> **Task directions**: A word-for-word copy of the entries is needed, and it should contain no images.

> **Record excerpts**:
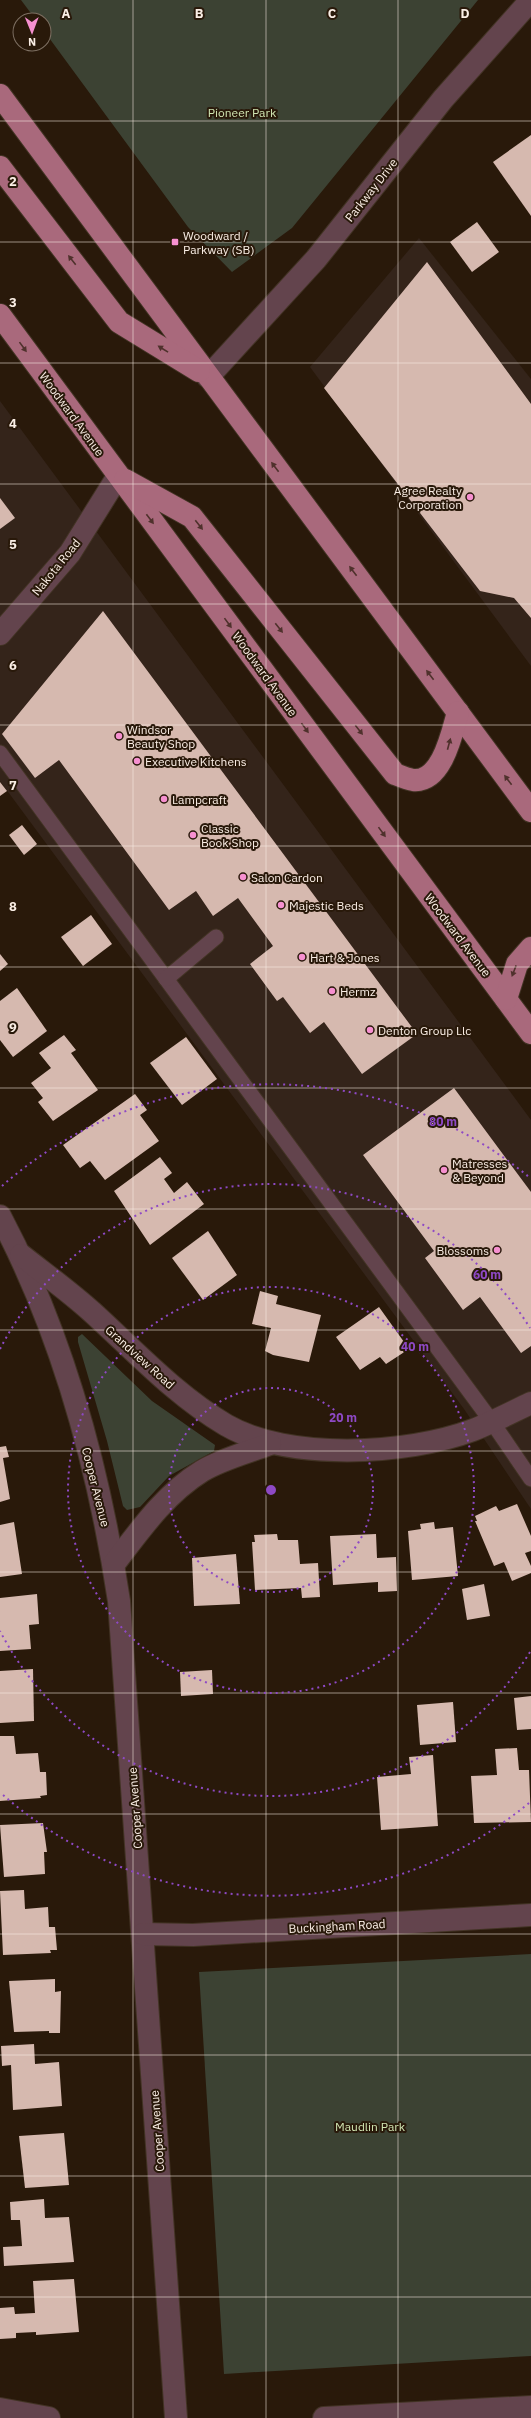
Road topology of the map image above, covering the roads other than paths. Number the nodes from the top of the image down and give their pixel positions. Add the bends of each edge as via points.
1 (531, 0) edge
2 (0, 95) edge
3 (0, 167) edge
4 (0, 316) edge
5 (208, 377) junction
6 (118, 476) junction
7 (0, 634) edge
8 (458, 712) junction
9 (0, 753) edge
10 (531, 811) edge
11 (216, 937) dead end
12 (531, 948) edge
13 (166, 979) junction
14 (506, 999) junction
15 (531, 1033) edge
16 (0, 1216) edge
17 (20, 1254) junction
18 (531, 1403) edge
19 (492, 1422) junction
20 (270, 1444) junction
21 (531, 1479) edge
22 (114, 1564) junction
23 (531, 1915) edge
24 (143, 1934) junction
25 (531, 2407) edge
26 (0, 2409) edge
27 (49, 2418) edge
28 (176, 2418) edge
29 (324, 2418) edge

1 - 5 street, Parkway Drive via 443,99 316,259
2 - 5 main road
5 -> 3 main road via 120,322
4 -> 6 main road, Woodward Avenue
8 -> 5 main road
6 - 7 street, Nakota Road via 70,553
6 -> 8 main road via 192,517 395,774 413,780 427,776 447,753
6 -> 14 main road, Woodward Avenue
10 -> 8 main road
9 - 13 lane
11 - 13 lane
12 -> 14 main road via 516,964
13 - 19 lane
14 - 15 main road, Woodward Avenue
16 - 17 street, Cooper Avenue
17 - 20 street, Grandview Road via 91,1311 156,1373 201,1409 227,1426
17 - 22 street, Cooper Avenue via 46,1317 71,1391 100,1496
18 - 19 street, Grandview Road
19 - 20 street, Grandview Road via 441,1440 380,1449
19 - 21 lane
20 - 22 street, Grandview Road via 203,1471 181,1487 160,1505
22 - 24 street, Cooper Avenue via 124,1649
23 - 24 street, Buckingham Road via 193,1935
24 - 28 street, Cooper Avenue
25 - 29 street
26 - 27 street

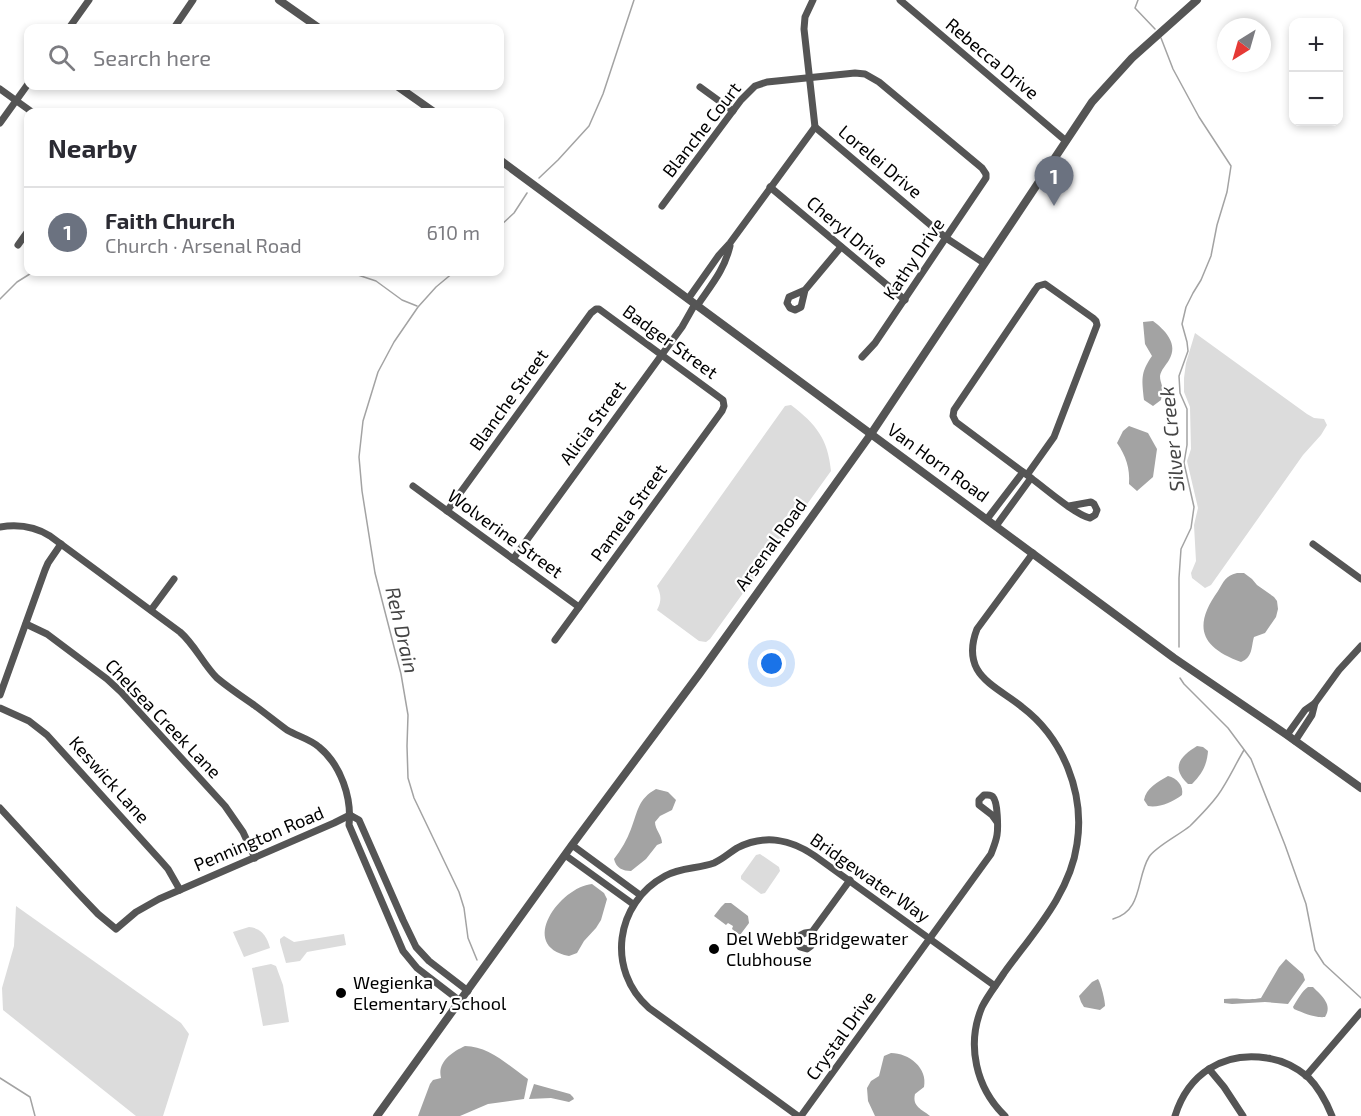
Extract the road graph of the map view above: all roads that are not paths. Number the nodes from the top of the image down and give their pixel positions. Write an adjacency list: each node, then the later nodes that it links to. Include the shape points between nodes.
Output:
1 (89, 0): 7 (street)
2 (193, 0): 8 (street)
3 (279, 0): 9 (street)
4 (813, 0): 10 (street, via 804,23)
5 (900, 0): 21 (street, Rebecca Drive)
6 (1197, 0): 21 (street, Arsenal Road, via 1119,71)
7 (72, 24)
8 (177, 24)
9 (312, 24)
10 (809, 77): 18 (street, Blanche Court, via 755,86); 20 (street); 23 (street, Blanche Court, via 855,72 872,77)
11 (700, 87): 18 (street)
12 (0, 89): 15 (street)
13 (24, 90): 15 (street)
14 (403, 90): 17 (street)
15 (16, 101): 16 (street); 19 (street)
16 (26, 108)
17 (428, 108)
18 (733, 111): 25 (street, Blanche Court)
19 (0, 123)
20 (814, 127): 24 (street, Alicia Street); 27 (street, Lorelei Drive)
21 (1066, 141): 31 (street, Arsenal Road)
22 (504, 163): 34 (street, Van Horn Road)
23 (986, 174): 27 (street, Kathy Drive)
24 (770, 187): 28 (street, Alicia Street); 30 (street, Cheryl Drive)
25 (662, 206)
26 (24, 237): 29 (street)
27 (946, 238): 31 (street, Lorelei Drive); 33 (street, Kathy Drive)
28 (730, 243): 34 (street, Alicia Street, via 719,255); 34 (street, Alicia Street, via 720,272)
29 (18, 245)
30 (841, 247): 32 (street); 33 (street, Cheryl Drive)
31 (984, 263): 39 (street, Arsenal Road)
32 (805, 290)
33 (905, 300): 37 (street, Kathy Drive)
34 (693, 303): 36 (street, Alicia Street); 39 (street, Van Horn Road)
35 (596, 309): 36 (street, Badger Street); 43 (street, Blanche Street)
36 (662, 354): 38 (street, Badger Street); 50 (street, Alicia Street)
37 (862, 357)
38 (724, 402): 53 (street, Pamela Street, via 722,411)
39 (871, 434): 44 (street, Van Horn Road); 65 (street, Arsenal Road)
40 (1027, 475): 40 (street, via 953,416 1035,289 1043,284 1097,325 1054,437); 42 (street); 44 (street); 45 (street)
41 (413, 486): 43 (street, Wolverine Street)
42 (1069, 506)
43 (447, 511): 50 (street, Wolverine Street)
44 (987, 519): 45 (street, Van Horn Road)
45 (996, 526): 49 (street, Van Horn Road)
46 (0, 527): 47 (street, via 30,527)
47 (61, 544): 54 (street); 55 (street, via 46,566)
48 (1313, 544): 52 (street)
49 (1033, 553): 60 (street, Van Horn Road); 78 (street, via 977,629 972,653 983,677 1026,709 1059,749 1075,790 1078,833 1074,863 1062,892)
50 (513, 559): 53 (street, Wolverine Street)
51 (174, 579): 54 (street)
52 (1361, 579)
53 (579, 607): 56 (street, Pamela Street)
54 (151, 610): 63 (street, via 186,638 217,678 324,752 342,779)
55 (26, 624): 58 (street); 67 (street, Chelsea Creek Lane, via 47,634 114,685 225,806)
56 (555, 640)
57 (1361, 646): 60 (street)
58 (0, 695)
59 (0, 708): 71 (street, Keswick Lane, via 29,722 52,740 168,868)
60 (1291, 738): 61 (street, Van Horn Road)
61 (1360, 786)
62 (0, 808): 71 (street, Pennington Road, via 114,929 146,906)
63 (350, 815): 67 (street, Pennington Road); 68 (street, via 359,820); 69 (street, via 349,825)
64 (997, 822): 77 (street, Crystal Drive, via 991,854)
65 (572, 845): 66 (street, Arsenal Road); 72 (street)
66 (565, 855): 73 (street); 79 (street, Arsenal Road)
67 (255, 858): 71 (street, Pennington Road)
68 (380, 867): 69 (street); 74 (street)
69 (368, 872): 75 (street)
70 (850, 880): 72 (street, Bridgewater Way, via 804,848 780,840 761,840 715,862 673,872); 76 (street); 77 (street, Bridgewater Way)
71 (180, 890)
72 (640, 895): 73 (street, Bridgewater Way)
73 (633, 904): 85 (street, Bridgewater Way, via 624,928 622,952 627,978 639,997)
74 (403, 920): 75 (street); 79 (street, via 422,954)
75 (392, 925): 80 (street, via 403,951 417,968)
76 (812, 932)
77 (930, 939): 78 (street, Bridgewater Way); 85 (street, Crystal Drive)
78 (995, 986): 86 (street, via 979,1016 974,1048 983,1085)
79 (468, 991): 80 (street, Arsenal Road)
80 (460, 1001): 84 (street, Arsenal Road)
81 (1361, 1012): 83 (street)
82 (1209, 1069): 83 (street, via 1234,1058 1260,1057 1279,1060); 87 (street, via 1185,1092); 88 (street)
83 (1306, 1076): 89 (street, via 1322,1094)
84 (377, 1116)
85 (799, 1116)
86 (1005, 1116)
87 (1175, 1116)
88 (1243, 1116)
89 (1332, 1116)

> **Result for this task**:
Road topology of the map image above, covering the roads other than paths. Number the nodes from the top of the image down and give their pixel positions. Add the bends of each edge as via points.
1 (531, 0) edge
2 (0, 95) edge
3 (0, 167) edge
4 (0, 316) edge
5 (208, 377) junction
6 (118, 476) junction
7 (0, 634) edge
8 (458, 712) junction
9 (0, 753) edge
10 (531, 811) edge
11 (216, 937) dead end
12 (531, 948) edge
13 (166, 979) junction
14 (506, 999) junction
15 (531, 1033) edge
16 (0, 1216) edge
17 (20, 1254) junction
18 (531, 1403) edge
19 (492, 1422) junction
20 (270, 1444) junction
21 (531, 1479) edge
22 (114, 1564) junction
23 (531, 1915) edge
24 (143, 1934) junction
25 (531, 2407) edge
26 (0, 2409) edge
27 (49, 2418) edge
28 (176, 2418) edge
29 (324, 2418) edge

1 - 5 street, Parkway Drive via 443,99 316,259
2 - 5 main road
5 -> 3 main road via 120,322
4 -> 6 main road, Woodward Avenue
8 -> 5 main road
6 - 7 street, Nakota Road via 70,553
6 -> 8 main road via 192,517 395,774 413,780 427,776 447,753
6 -> 14 main road, Woodward Avenue
10 -> 8 main road
9 - 13 lane
11 - 13 lane
12 -> 14 main road via 516,964
13 - 19 lane
14 - 15 main road, Woodward Avenue
16 - 17 street, Cooper Avenue
17 - 20 street, Grandview Road via 91,1311 156,1373 201,1409 227,1426
17 - 22 street, Cooper Avenue via 46,1317 71,1391 100,1496
18 - 19 street, Grandview Road
19 - 20 street, Grandview Road via 441,1440 380,1449
19 - 21 lane
20 - 22 street, Grandview Road via 203,1471 181,1487 160,1505
22 - 24 street, Cooper Avenue via 124,1649
23 - 24 street, Buckingham Road via 193,1935
24 - 28 street, Cooper Avenue
25 - 29 street
26 - 27 street

Extract the road graph of the map view above: all roads that are not paths. Number the nodes from the top of the image down and give their pixel positions. Write an adjacency list: each node, then the later nodes that it links to. Include the shape points between nodes.
Output:
1 (89, 0): 7 (street)
2 (193, 0): 8 (street)
3 (279, 0): 9 (street)
4 (813, 0): 10 (street, via 804,23)
5 (900, 0): 21 (street, Rebecca Drive)
6 (1197, 0): 21 (street, Arsenal Road, via 1119,71)
7 (72, 24)
8 (177, 24)
9 (312, 24)
10 (809, 77): 18 (street, Blanche Court, via 755,86); 20 (street); 23 (street, Blanche Court, via 855,72 872,77)
11 (700, 87): 18 (street)
12 (0, 89): 15 (street)
13 (24, 90): 15 (street)
14 (403, 90): 17 (street)
15 (16, 101): 16 (street); 19 (street)
16 (26, 108)
17 (428, 108)
18 (733, 111): 25 (street, Blanche Court)
19 (0, 123)
20 (814, 127): 24 (street, Alicia Street); 27 (street, Lorelei Drive)
21 (1066, 141): 31 (street, Arsenal Road)
22 (504, 163): 34 (street, Van Horn Road)
23 (986, 174): 27 (street, Kathy Drive)
24 (770, 187): 28 (street, Alicia Street); 30 (street, Cheryl Drive)
25 (662, 206)
26 (24, 237): 29 (street)
27 (946, 238): 31 (street, Lorelei Drive); 33 (street, Kathy Drive)
28 (730, 243): 34 (street, Alicia Street, via 719,255); 34 (street, Alicia Street, via 720,272)
29 (18, 245)
30 (841, 247): 32 (street); 33 (street, Cheryl Drive)
31 (984, 263): 39 (street, Arsenal Road)
32 (805, 290)
33 (905, 300): 37 (street, Kathy Drive)
34 (693, 303): 36 (street, Alicia Street); 39 (street, Van Horn Road)
35 (596, 309): 36 (street, Badger Street); 43 (street, Blanche Street)
36 (662, 354): 38 (street, Badger Street); 50 (street, Alicia Street)
37 (862, 357)
38 (724, 402): 53 (street, Pamela Street, via 722,411)
39 (871, 434): 44 (street, Van Horn Road); 65 (street, Arsenal Road)
40 (1027, 475): 40 (street, via 953,416 1035,289 1043,284 1097,325 1054,437); 42 (street); 44 (street); 45 (street)
41 (413, 486): 43 (street, Wolverine Street)
42 (1069, 506)
43 (447, 511): 50 (street, Wolverine Street)
44 (987, 519): 45 (street, Van Horn Road)
45 (996, 526): 49 (street, Van Horn Road)
46 (0, 527): 47 (street, via 30,527)
47 (61, 544): 54 (street); 55 (street, via 46,566)
48 (1313, 544): 52 (street)
49 (1033, 553): 60 (street, Van Horn Road); 78 (street, via 977,629 972,653 983,677 1026,709 1059,749 1075,790 1078,833 1074,863 1062,892)
50 (513, 559): 53 (street, Wolverine Street)
51 (174, 579): 54 (street)
52 (1361, 579)
53 (579, 607): 56 (street, Pamela Street)
54 (151, 610): 63 (street, via 186,638 217,678 324,752 342,779)
55 (26, 624): 58 (street); 67 (street, Chelsea Creek Lane, via 47,634 114,685 225,806)
56 (555, 640)
57 (1361, 646): 60 (street)
58 (0, 695)
59 (0, 708): 71 (street, Keswick Lane, via 29,722 52,740 168,868)
60 (1291, 738): 61 (street, Van Horn Road)
61 (1360, 786)
62 (0, 808): 71 (street, Pennington Road, via 114,929 146,906)
63 (350, 815): 67 (street, Pennington Road); 68 (street, via 359,820); 69 (street, via 349,825)
64 (997, 822): 77 (street, Crystal Drive, via 991,854)
65 (572, 845): 66 (street, Arsenal Road); 72 (street)
66 (565, 855): 73 (street); 79 (street, Arsenal Road)
67 (255, 858): 71 (street, Pennington Road)
68 (380, 867): 69 (street); 74 (street)
69 (368, 872): 75 (street)
70 (850, 880): 72 (street, Bridgewater Way, via 804,848 780,840 761,840 715,862 673,872); 76 (street); 77 (street, Bridgewater Way)
71 (180, 890)
72 (640, 895): 73 (street, Bridgewater Way)
73 (633, 904): 85 (street, Bridgewater Way, via 624,928 622,952 627,978 639,997)
74 (403, 920): 75 (street); 79 (street, via 422,954)
75 (392, 925): 80 (street, via 403,951 417,968)
76 (812, 932)
77 (930, 939): 78 (street, Bridgewater Way); 85 (street, Crystal Drive)
78 (995, 986): 86 (street, via 979,1016 974,1048 983,1085)
79 (468, 991): 80 (street, Arsenal Road)
80 (460, 1001): 84 (street, Arsenal Road)
81 (1361, 1012): 83 (street)
82 (1209, 1069): 83 (street, via 1234,1058 1260,1057 1279,1060); 87 (street, via 1185,1092); 88 (street)
83 (1306, 1076): 89 (street, via 1322,1094)
84 (377, 1116)
85 (799, 1116)
86 (1005, 1116)
87 (1175, 1116)
88 (1243, 1116)
89 (1332, 1116)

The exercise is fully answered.